(RECORDS PROVIDED begins)
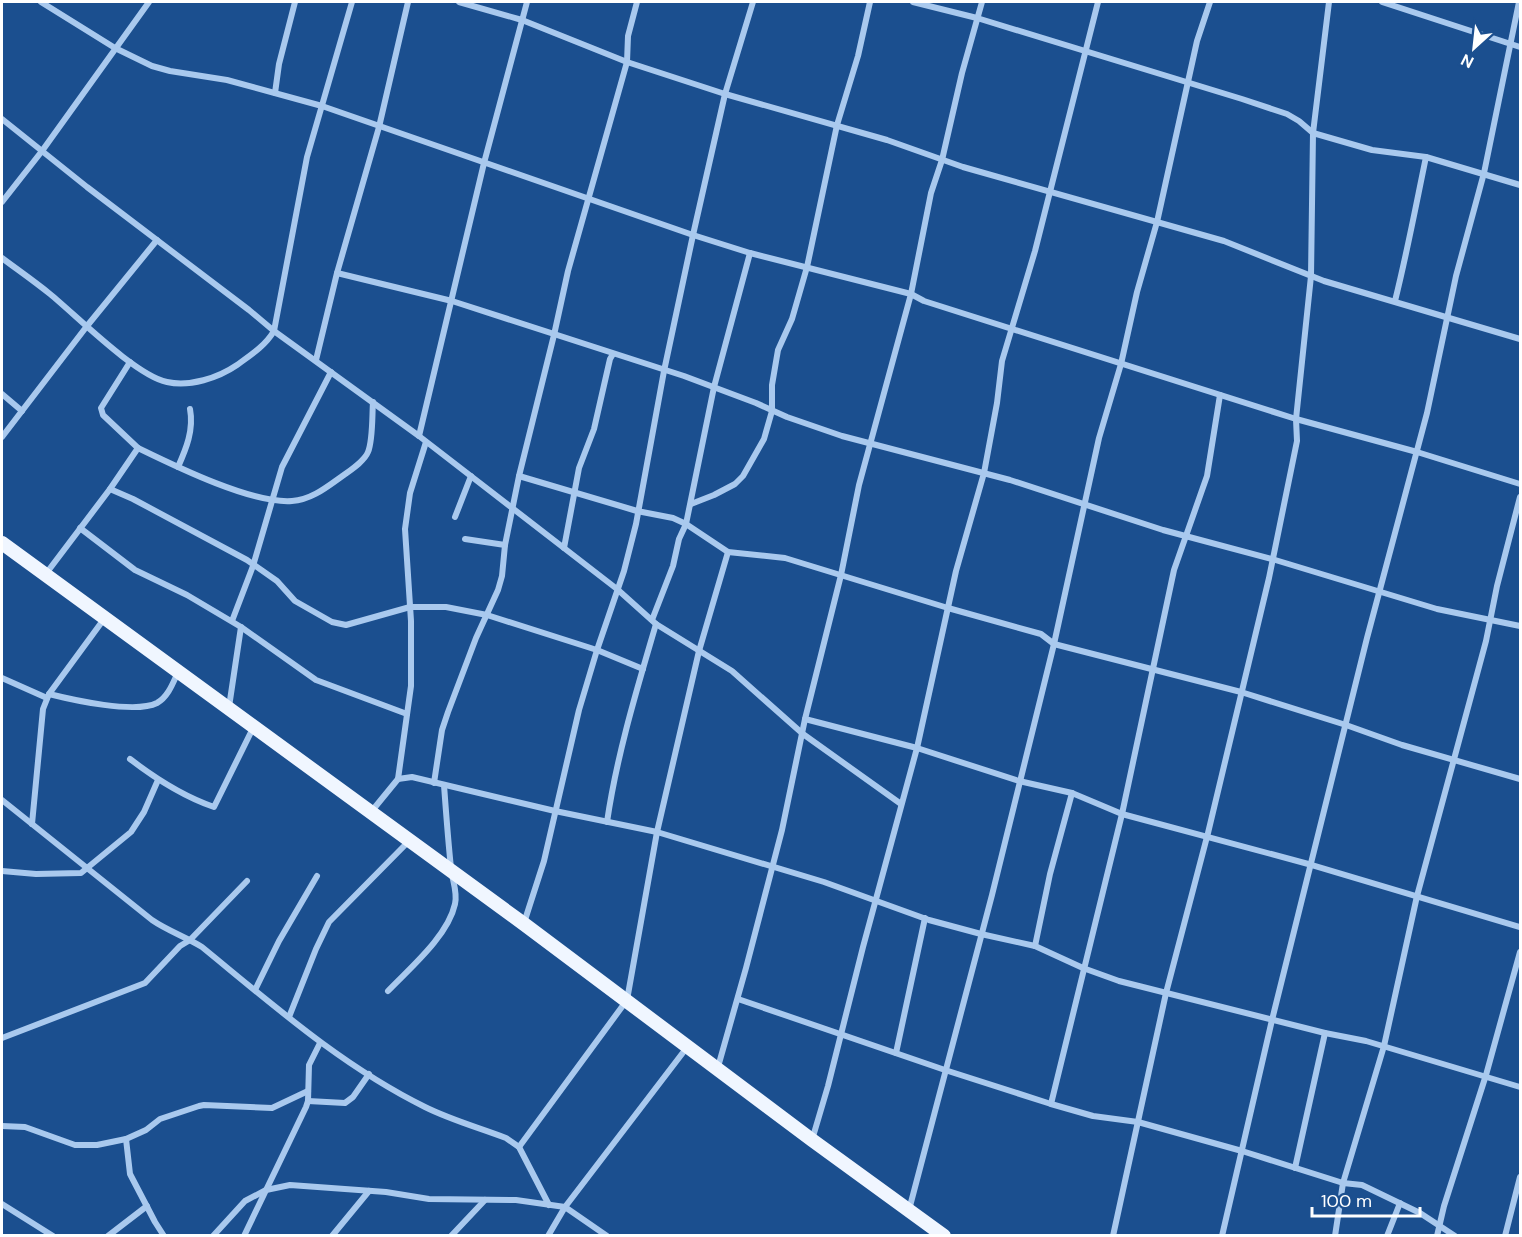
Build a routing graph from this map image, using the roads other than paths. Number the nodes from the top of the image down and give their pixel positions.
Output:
1 (41, 2) edge
2 (149, 2) edge
3 (295, 2) edge
4 (352, 2) edge
5 (408, 2) edge
6 (459, 2) edge
7 (527, 2) edge
8 (637, 2) edge
9 (753, 2) edge
10 (870, 2) edge
11 (913, 2) edge
12 (982, 2) edge
13 (1098, 2) edge
14 (1210, 2) edge
15 (1329, 2) edge
16 (1382, 2) edge
17 (1520, 2) edge
18 (977, 18) junction
19 (522, 20) junction
20 (1509, 44) junction
21 (1521, 47) edge
22 (115, 48) junction
23 (1086, 51) junction
24 (627, 62) junction
25 (1189, 83) junction
26 (274, 93) junction
27 (725, 94) junction
28 (322, 106) junction
29 (2, 119) edge
30 (837, 125) junction
31 (379, 127) junction
32 (1313, 133) junction
33 (42, 151) junction
34 (1426, 157) junction
35 (942, 160) junction
36 (484, 163) junction
37 (1484, 173) junction
38 (1521, 184) edge
39 (1050, 192) junction
40 (587, 197) junction
41 (2, 202) edge
42 (1157, 222) junction
43 (693, 235) junction
44 (157, 240) junction
45 (750, 253) junction
46 (2, 258) edge
47 (807, 267) junction
48 (337, 273) junction
49 (1311, 276) junction
50 (911, 294) junction
51 (452, 301) junction
52 (1395, 301) junction
53 (1448, 317) junction
54 (87, 326) junction
55 (1010, 329) junction
56 (274, 331) junction
57 (554, 335) junction
58 (1521, 339) edge
59 (613, 354) junction
60 (316, 360) junction
61 (130, 362) junction
62 (1121, 364) junction
63 (664, 371) junction
64 (331, 372) junction
65 (714, 387) junction
66 (2, 394) edge
67 (1220, 395) junction
68 (373, 402) junction
69 (190, 409) dead end
70 (22, 411) junction
71 (772, 411) junction
72 (1296, 419) junction
73 (419, 436) junction
74 (2, 437) edge
75 (426, 442) junction
76 (870, 443) junction
77 (138, 448) junction
78 (1417, 452) junction
79 (178, 467) junction
80 (984, 473) junction
81 (471, 476) junction
82 (519, 476) junction
83 (1521, 484) edge
84 (110, 489) junction
85 (573, 492) junction
86 (1521, 497) edge
87 (273, 500) junction
88 (691, 504) junction
89 (1086, 504) junction
90 (513, 508) junction
91 (637, 511) junction
92 (455, 517) dead end
93 (686, 524) junction
94 (80, 528) junction
95 (1185, 536) junction
96 (465, 539) dead end
97 (2, 543) edge
98 (504, 545) junction
99 (564, 548) junction
100 (728, 552) junction
101 (1272, 559) junction
102 (253, 566) junction
103 (45, 575) junction
104 (841, 575) junction
105 (617, 589) junction
106 (1381, 592) junction
107 (410, 607) junction
108 (948, 608) junction
109 (487, 615) junction
110 (105, 619) junction
111 (1490, 619) junction
112 (232, 621) junction
113 (654, 622) junction
114 (1521, 626) edge
115 (241, 627) junction
116 (1054, 644) junction
117 (597, 650) junction
118 (699, 651) junction
119 (643, 669) junction
120 (1152, 670) junction
121 (178, 672) junction
122 (2, 678) edge
123 (1241, 692) junction
124 (48, 696) junction
125 (229, 708) junction
126 (407, 714) junction
127 (805, 719) junction
128 (1346, 725) junction
129 (254, 726) junction
130 (803, 734) junction
131 (917, 748) junction
132 (130, 759) dead end
133 (1455, 760) junction
134 (1521, 778) edge
135 (398, 779) junction
136 (158, 780) junction
137 (1019, 781) junction
138 (434, 783) junction
139 (444, 785) junction
140 (1072, 794) junction
141 (2, 800) edge
142 (901, 804) junction
143 (555, 811) junction
144 (370, 813) junction
145 (1122, 814) junction
146 (607, 822) junction
147 (32, 824) junction
148 (657, 832) junction
149 (1207, 838) junction
150 (410, 840) junction
151 (1312, 865) junction
152 (88, 867) junction
153 (772, 867) junction
154 (451, 870) junction
155 (2, 871) edge
156 (317, 876) dead end
157 (247, 881) dead end
158 (1417, 896) junction
159 (875, 901) junction
160 (925, 918) junction
161 (524, 924) junction
162 (1521, 927) edge
163 (981, 934) junction
164 (190, 940) junction
165 (1035, 946) junction
166 (1521, 952) edge
167 (1083, 968) junction
168 (255, 990) junction
169 (388, 992) dead end
170 (1166, 993) junction
171 (738, 999) junction
172 (627, 1000) junction
173 (289, 1017) junction
174 (1272, 1020) junction
175 (1325, 1033) junction
176 (841, 1035) junction
177 (2, 1038) edge
178 (320, 1043) junction
179 (688, 1046) junction
180 (1384, 1046) junction
181 (896, 1053) junction
182 (717, 1068) junction
183 (945, 1070) junction
184 (369, 1074) junction
185 (1486, 1075) junction
186 (1521, 1087) edge
187 (308, 1091) junction
188 (308, 1101) junction
189 (1051, 1104) junction
190 (1138, 1122) junction
191 (2, 1126) edge
192 (126, 1139) junction
193 (812, 1140) junction
194 (519, 1147) junction
195 (1242, 1151) junction
196 (1295, 1168) junction
197 (1521, 1177) edge
198 (1343, 1183) junction
199 (266, 1190) junction
200 (369, 1191) junction
201 (485, 1200) junction
202 (1400, 1203) junction
203 (2, 1204) edge
204 (549, 1205) junction
205 (147, 1206) junction
206 (565, 1207) junction
207 (909, 1210) junction
208 (1439, 1225) junction
209 (53, 1236) edge
210 (108, 1236) edge
211 (164, 1236) edge
212 (213, 1236) edge
213 (244, 1236) edge
214 (332, 1236) edge
215 (451, 1236) edge
216 (548, 1236) edge
217 (607, 1236) edge
218 (944, 1236) edge
219 (1113, 1236) edge
220 (1222, 1236) edge
221 (1335, 1236) edge
222 (1387, 1236) edge
223 (1437, 1236) edge
224 (1455, 1236) edge
225 (1505, 1236) edge

1 - 22 street
2 - 22 street
3 - 26 street
4 - 28 street
5 - 31 street
6 - 19 street
7 - 19 street
8 - 24 street
9 - 27 street
10 - 30 street
11 - 18 street
12 - 18 street
13 - 23 street
14 - 25 street
15 - 32 street
16 - 20 street
17 - 20 street
18 - 23 street
18 - 35 street
19 - 24 street
19 - 36 street
20 - 21 street
20 - 37 street
22 - 26 street
22 - 33 street
23 - 25 street
23 - 39 street
24 - 27 street
24 - 40 street
25 - 32 street
25 - 42 street
26 - 28 street
27 - 30 street
27 - 43 street
28 - 31 street
28 - 56 street
29 - 33 street
30 - 35 street
30 - 47 street
31 - 36 street
31 - 48 street
32 - 34 street
32 - 49 street
33 - 41 street
33 - 44 street
34 - 37 street
34 - 52 street
35 - 39 street
35 - 50 street
36 - 40 street
36 - 51 street
37 - 38 street
37 - 53 street
39 - 42 street
39 - 55 street
40 - 43 street
40 - 57 street
42 - 49 street
42 - 62 street
43 - 45 street
43 - 63 street
44 - 54 street
44 - 56 street
45 - 47 street
45 - 65 street
46 - 54 street
47 - 50 street
47 - 71 street
48 - 51 street
48 - 60 street
49 - 52 street
49 - 72 street
50 - 55 street
50 - 76 street
51 - 57 street
51 - 73 street
52 - 53 street
53 - 58 street
53 - 78 street
54 - 61 street
54 - 70 street
55 - 62 street
55 - 80 street
56 - 60 street
56 - 61 street
57 - 59 street
57 - 82 street
59 - 63 street
59 - 85 street
60 - 64 street
61 - 77 street
62 - 67 street
62 - 89 street
63 - 65 street
63 - 91 street
64 - 68 street
64 - 87 street
65 - 71 street
65 - 88 street
66 - 70 street
67 - 72 street
67 - 95 street
68 - 73 street
68 - 87 street
69 - 79 street
70 - 74 street
71 - 76 street
71 - 88 street
72 - 78 street
72 - 101 street
73 - 75 street
75 - 81 street
75 - 107 street
76 - 80 street
76 - 104 street
77 - 79 street
77 - 84 street
78 - 83 street
78 - 106 street
79 - 87 street
80 - 89 street
80 - 108 street
81 - 90 street
81 - 92 street
82 - 85 street
82 - 90 street
84 - 94 street
84 - 102 street
85 - 91 street
85 - 99 street
86 - 111 street
87 - 102 street
88 - 93 street
89 - 95 street
89 - 116 street
90 - 98 street
90 - 99 street
91 - 93 street
91 - 105 street
93 - 100 street
93 - 113 street
94 - 103 street
94 - 112 street
95 - 101 street
95 - 120 street
96 - 98 street
97 - 103 main road
98 - 109 street
99 - 105 street
100 - 104 street
100 - 118 street
101 - 106 street
101 - 123 street
102 - 107 street
102 - 112 street
103 - 110 main road
104 - 108 street
104 - 127 street
105 - 113 street
105 - 117 street
106 - 111 street
106 - 128 street
107 - 109 street
107 - 126 street
108 - 116 street
108 - 131 street
109 - 117 street
109 - 138 street
110 - 121 main road
110 - 124 street
111 - 114 street
111 - 133 street
112 - 115 street
113 - 118 street
113 - 119 street
115 - 125 street
115 - 126 street
116 - 120 street
116 - 137 street
117 - 119 street
117 - 143 street
118 - 130 street
118 - 148 street
119 - 146 street
120 - 123 street
120 - 145 street
121 - 124 street
121 - 125 main road
122 - 124 street
123 - 128 street
123 - 149 street
124 - 147 street
125 - 129 main road
126 - 135 street
127 - 130 street
127 - 131 street
128 - 133 street
128 - 151 street
129 - 136 street
129 - 144 main road
130 - 142 street
130 - 153 street
131 - 137 street
131 - 142 street
132 - 136 street
133 - 134 street
133 - 158 street
135 - 138 street
135 - 144 street
136 - 152 street
137 - 140 street
137 - 163 street
138 - 139 street
139 - 143 street
139 - 154 street
140 - 145 street
140 - 165 street
141 - 147 street
142 - 159 street
143 - 146 street
143 - 161 street
144 - 150 main road
145 - 149 street
145 - 167 street
146 - 148 street
147 - 152 street
148 - 153 street
148 - 172 street
149 - 151 street
149 - 170 street
150 - 154 main road
150 - 173 street
151 - 158 street
151 - 174 street
152 - 155 street
152 - 164 street
153 - 159 street
153 - 171 street
154 - 161 main road
154 - 169 street
156 - 168 street
157 - 164 street
158 - 162 street
158 - 180 street
159 - 160 street
159 - 176 street
160 - 163 street
160 - 181 street
161 - 172 main road
163 - 165 street
163 - 183 street
164 - 168 street
164 - 177 street
165 - 167 street
166 - 185 street
167 - 170 street
167 - 189 street
168 - 173 street
170 - 174 street
170 - 190 street
171 - 176 street
171 - 182 street
172 - 179 main road
172 - 194 street
173 - 178 street
174 - 175 street
174 - 195 street
175 - 180 street
175 - 196 street
176 - 181 street
176 - 193 street
178 - 184 street
178 - 187 street
179 - 182 main road
179 - 206 street
180 - 185 street
180 - 198 street
181 - 183 street
182 - 193 main road
183 - 189 street
183 - 207 street
184 - 188 street
184 - 194 street
185 - 186 street
185 - 208 street
187 - 188 street
187 - 192 street
188 - 199 street
189 - 190 street
190 - 195 street
190 - 219 street
191 - 192 street
192 - 205 street
193 - 207 main road
194 - 204 street
195 - 196 street
195 - 220 street
196 - 198 street
197 - 225 street
198 - 202 street
198 - 221 street
199 - 200 street
199 - 212 street
199 - 213 street
200 - 201 street
200 - 214 street
201 - 204 street
201 - 215 street
202 - 208 street
202 - 222 street
203 - 209 street
204 - 206 street
205 - 210 street
205 - 211 street
206 - 216 street
206 - 217 street
207 - 218 main road
208 - 223 street
208 - 224 street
(RECORDS PROVIDED ends)
Go through the data and count every line where the word "dead" appears. Give only that count.

#### SOLUTION FOR THIS TASK:
7